|
|
When each node in the network is connected to every node in the next layer by a feedforward link, it is commonly referred to as a multi-level perceptron (MLP, Figure 8‑7). The perceptron part of this description is a reference to its early development in a simpler form as a model of neuron triggering in the retina of an eye.
Figure 8‑7 MLP 3-5-2 with bias nodes

By convention all nodes in the hidden layer and the output layer are also connected to a bias node. This feeds a constant input value, 1, into the set of weights, and acts in a similar manner to the constant term in a regression model. Bias node weights are treated in the same manner as per other node weights. In the MLP, with 1 bias node associated with each feedforward layer, n input nodes, one hidden layer with m hidden nodes and p output nodes, the W and Z weight matrices have dimensions (n+1)x(m) and (m+1)x(p). The MLP then has the architecture shown in Figure 8‑7. The effective number of parameters, λ, for such a network is the sum of the number of feedforward connections (including the bias connections), so in this example λ=20+12=32.

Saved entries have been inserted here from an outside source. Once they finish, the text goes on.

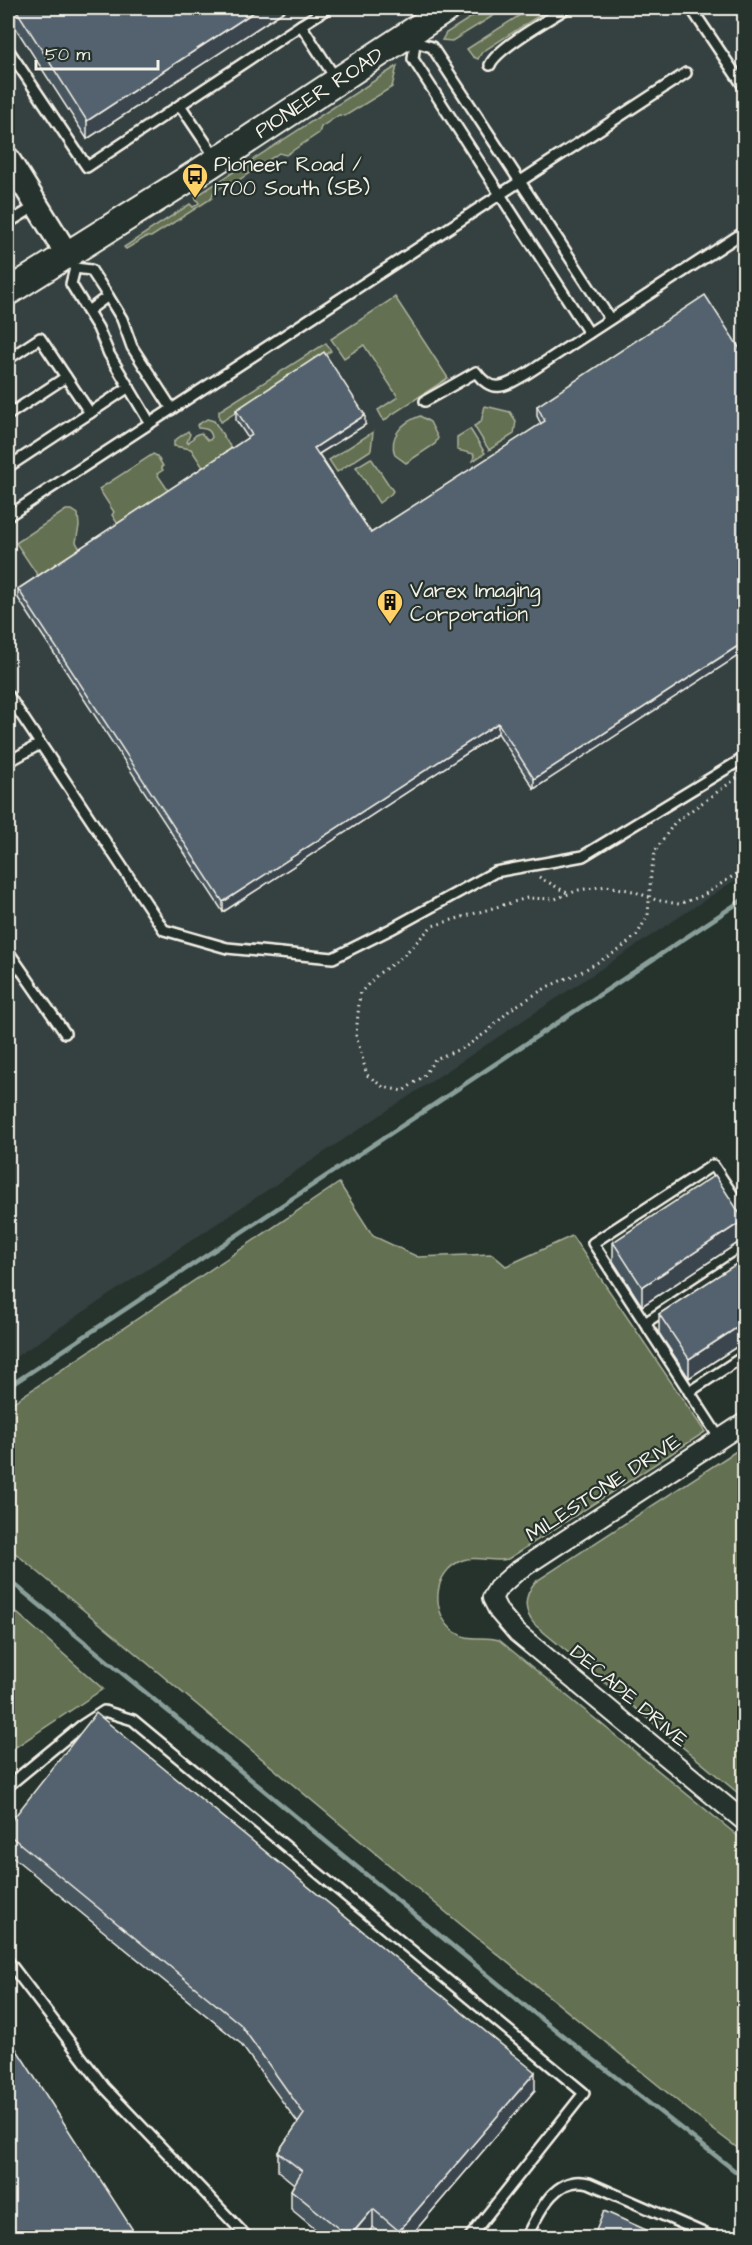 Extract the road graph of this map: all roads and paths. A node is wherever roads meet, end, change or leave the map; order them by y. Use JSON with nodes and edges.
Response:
{"nodes":[{"id":1,"x":328,"y":8,"type":"edge"},
{"id":2,"x":448,"y":8,"type":"edge"},
{"id":3,"x":567,"y":8,"type":"edge"},
{"id":4,"x":691,"y":8,"type":"edge"},
{"id":5,"x":301,"y":26,"type":"junction"},
{"id":6,"x":412,"y":38,"type":"junction"},
{"id":7,"x":8,"y":52,"type":"edge"},
{"id":8,"x":490,"y":65,"type":"dead end"},
{"id":9,"x":686,"y":73,"type":"dead end"},
{"id":10,"x":338,"y":81,"type":"junction"},
{"id":11,"x":744,"y":87,"type":"edge"},
{"id":12,"x":180,"y":105,"type":"junction"},
{"id":13,"x":8,"y":159,"type":"edge"},
{"id":14,"x":217,"y":160,"type":"junction"},
{"id":15,"x":520,"y":182,"type":"junction"},
{"id":16,"x":500,"y":195,"type":"junction"},
{"id":17,"x":37,"y":205,"type":"junction"},
{"id":18,"x":8,"y":223,"type":"edge"},
{"id":19,"x":744,"y":232,"type":"edge"},
{"id":20,"x":71,"y":261,"type":"junction"},
{"id":21,"x":8,"y":292,"type":"edge"},
{"id":22,"x":108,"y":296,"type":"junction"},
{"id":23,"x":88,"y":311,"type":"junction"},
{"id":24,"x":610,"y":319,"type":"junction"},
{"id":25,"x":589,"y":333,"type":"junction"},
{"id":26,"x":8,"y":359,"type":"edge"},
{"id":27,"x":66,"y":377,"type":"junction"},
{"id":28,"x":129,"y":387,"type":"junction"},
{"id":29,"x":426,"y":401,"type":"dead end"},
{"id":30,"x":172,"y":409,"type":"junction"},
{"id":31,"x":90,"y":413,"type":"junction"},
{"id":32,"x":8,"y":415,"type":"edge"},
{"id":33,"x":150,"y":423,"type":"junction"},
{"id":34,"x":8,"y":467,"type":"edge"},
{"id":35,"x":8,"y":516,"type":"edge"},
{"id":36,"x":8,"y":695,"type":"edge"},
{"id":37,"x":40,"y":744,"type":"junction"},
{"id":38,"x":744,"y":758,"type":"edge"},
{"id":39,"x":8,"y":762,"type":"edge"},
{"id":40,"x":739,"y":776,"type":"dead end"},
{"id":41,"x":522,"y":867,"type":"junction"},
{"id":42,"x":744,"y":869,"type":"edge"},
{"id":43,"x":569,"y":894,"type":"junction"},
{"id":44,"x":648,"y":897,"type":"junction"},
{"id":45,"x":8,"y":951,"type":"edge"},
{"id":46,"x":65,"y":1033,"type":"dead end"},
{"id":47,"x":744,"y":1212,"type":"edge"},
{"id":48,"x":744,"y":1257,"type":"edge"},
{"id":49,"x":645,"y":1323,"type":"junction"},
{"id":50,"x":744,"y":1356,"type":"edge"},
{"id":51,"x":689,"y":1392,"type":"junction"},
{"id":52,"x":744,"y":1423,"type":"edge"},
{"id":53,"x":720,"y":1439,"type":"junction"},
{"id":54,"x":492,"y":1598,"type":"joint"},
{"id":55,"x":8,"y":1786,"type":"edge"},
{"id":56,"x":744,"y":1821,"type":"edge"},
{"id":57,"x":8,"y":1961,"type":"edge"},
{"id":58,"x":246,"y":2237,"type":"edge"},
{"id":59,"x":469,"y":2238,"type":"edge"},
{"id":60,"x":526,"y":2238,"type":"edge"},
{"id":61,"x":715,"y":2238,"type":"edge"}],
"edges":[{"from":1,"to":5,"type":"lane"},
{"from":2,"to":6,"type":"main road","name":"PIONEER ROAD"},
{"from":3,"to":8,"type":"lane"},
{"from":4,"to":11,"type":"lane"},
{"from":5,"to":10,"type":"lane"},
{"from":5,"to":12,"type":"lane"},
{"from":6,"to":10,"type":"main road","name":"PIONEER ROAD"},
{"from":6,"to":15,"type":"lane"},
{"from":6,"to":16,"type":"lane"},
{"from":7,"to":12,"type":"lane"},
{"from":9,"to":15,"type":"lane"},
{"from":10,"to":14,"type":"main road","name":"PIONEER ROAD"},
{"from":12,"to":14,"type":"lane"},
{"from":13,"to":17,"type":"street"},
{"from":14,"to":20,"type":"main road","name":"PIONEER ROAD"},
{"from":15,"to":16,"type":"lane"},
{"from":15,"to":24,"type":"lane"},
{"from":16,"to":25,"type":"lane"},
{"from":16,"to":30,"type":"lane"},
{"from":17,"to":18,"type":"lane"},
{"from":17,"to":20,"type":"street"},
{"from":19,"to":24,"type":"lane"},
{"from":20,"to":21,"type":"main road","name":"PIONEER ROAD"},
{"from":20,"to":22,"type":"lane"},
{"from":20,"to":23,"type":"lane"},
{"from":22,"to":23,"type":"lane"},
{"from":22,"to":30,"type":"lane"},
{"from":23,"to":28,"type":"lane"},
{"from":24,"to":25,"type":"lane"},
{"from":25,"to":29,"type":"lane"},
{"from":26,"to":27,"type":"lane"},
{"from":27,"to":31,"type":"lane"},
{"from":27,"to":32,"type":"lane"},
{"from":28,"to":31,"type":"lane"},
{"from":28,"to":33,"type":"lane"},
{"from":30,"to":33,"type":"lane"},
{"from":31,"to":34,"type":"lane"},
{"from":33,"to":35,"type":"lane"},
{"from":36,"to":37,"type":"lane"},
{"from":37,"to":39,"type":"lane"},
{"from":37,"to":41,"type":"lane"},
{"from":38,"to":41,"type":"lane"},
{"from":40,"to":44,"type":"path"},
{"from":41,"to":43,"type":"path"},
{"from":42,"to":44,"type":"path"},
{"from":43,"to":44,"type":"path"},
{"from":43,"to":44,"type":"path"},
{"from":45,"to":46,"type":"lane"},
{"from":47,"to":49,"type":"lane"},
{"from":48,"to":49,"type":"lane"},
{"from":49,"to":51,"type":"lane"},
{"from":50,"to":51,"type":"lane"},
{"from":51,"to":53,"type":"lane"},
{"from":52,"to":53,"type":"street","name":"MILESTONE DRIVE"},
{"from":53,"to":54,"type":"street","name":"MILESTONE DRIVE"},
{"from":54,"to":56,"type":"street","name":"DECADE DRIVE"},
{"from":55,"to":59,"type":"lane"},
{"from":57,"to":58,"type":"lane"},
{"from":60,"to":61,"type":"lane"}]}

Input data are weighted according to their wij values and combined (typically summed) in the hidden layer. This weighted sum is then modified by what is known as an activation function. This two-step process of summation of inputs and then modification of this sum by an activation function, f, to create the output value can be illustrated at the node level as shown below (Figure 8‑8):
Figure 8‑8 ANN hidden node structure

Various activation functions can be used, but the most commonly used in spatial analysis is the logistic or sigmoid function:
![]()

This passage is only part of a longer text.